Your wardrobe, vs prisoner uniform. Sex vs rape. A volunteer army vs a conscripted force. Signing up for Facebook vs signing up for Facebook at gunpoint. Reading out bits of your diary to your friends, vs your friends stealing your diary and uploading it on the Internet. Coming out to your parents when you’re ready, vs your trusted confidante telling your parents behind your back. Locking your jewellery in the bank locker, vs locking your jewellery in the bank locker and having the manager allow a bunch of companies to borrow and rent out your jewellery for profit. Enjoying a bit of a flirtation, vs being stalked. Standing for the national anthem because you show patriotism that way, vs standing up for the national anthem because you’re terrified of being arrested or beaten up if you don’t. Executing a bungee jump after being appraised of the risks, vs being pushed off a bridge. 

How did you do?

Long-time readers of this column can testify that I am the absolute, no-contest empress of oversharing. But I’m also nutso-style private about what I don’t choose to overshare. Choice/consent is everything. We also have the right to a reasonable expectation of privacy. We should be able to make a phone call without worrying that someone is tapping the phone, or travel without reporting our movements. Our tiffin boxes should not endanger our lives. 
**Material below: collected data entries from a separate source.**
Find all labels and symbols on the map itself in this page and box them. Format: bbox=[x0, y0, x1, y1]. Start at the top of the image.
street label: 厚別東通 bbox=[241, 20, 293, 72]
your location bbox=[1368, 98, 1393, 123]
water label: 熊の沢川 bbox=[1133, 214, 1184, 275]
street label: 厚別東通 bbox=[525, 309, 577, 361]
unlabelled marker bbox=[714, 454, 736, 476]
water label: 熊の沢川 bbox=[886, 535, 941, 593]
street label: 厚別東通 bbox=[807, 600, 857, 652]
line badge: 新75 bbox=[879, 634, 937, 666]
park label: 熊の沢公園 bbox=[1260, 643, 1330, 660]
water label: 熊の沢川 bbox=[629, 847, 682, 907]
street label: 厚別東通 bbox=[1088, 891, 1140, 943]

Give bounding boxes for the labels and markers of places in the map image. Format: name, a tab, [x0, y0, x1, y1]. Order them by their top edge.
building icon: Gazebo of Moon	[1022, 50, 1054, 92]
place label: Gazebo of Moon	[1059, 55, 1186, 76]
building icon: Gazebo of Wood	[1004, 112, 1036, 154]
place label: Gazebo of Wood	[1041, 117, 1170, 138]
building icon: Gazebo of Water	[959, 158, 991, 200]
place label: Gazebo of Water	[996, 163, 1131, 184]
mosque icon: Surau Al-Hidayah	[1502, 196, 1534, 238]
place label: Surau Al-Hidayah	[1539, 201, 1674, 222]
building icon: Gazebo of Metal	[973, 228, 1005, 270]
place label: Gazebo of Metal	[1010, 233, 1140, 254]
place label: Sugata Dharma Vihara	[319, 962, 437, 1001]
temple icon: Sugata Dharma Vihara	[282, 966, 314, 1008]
All this amounts to the right to be free and left the hell alone. Privacy obviously cannot be an absolute right. But the state must be made to meet a stiff legal standard to justify any encroachment on it. 

People who pooh-pooh privacy are like those kids who are so busy getting the right selfie that they back all the way off the edge off the cliff, and then look all surprised on the way down. I’d be quite pleased to watch them go if the rest of us weren’t also being backed off the same cliff, but at gunpoint.


I remain available to be sworn in whenever you come to your senses, o mighty people of India. I’m very good at swearing.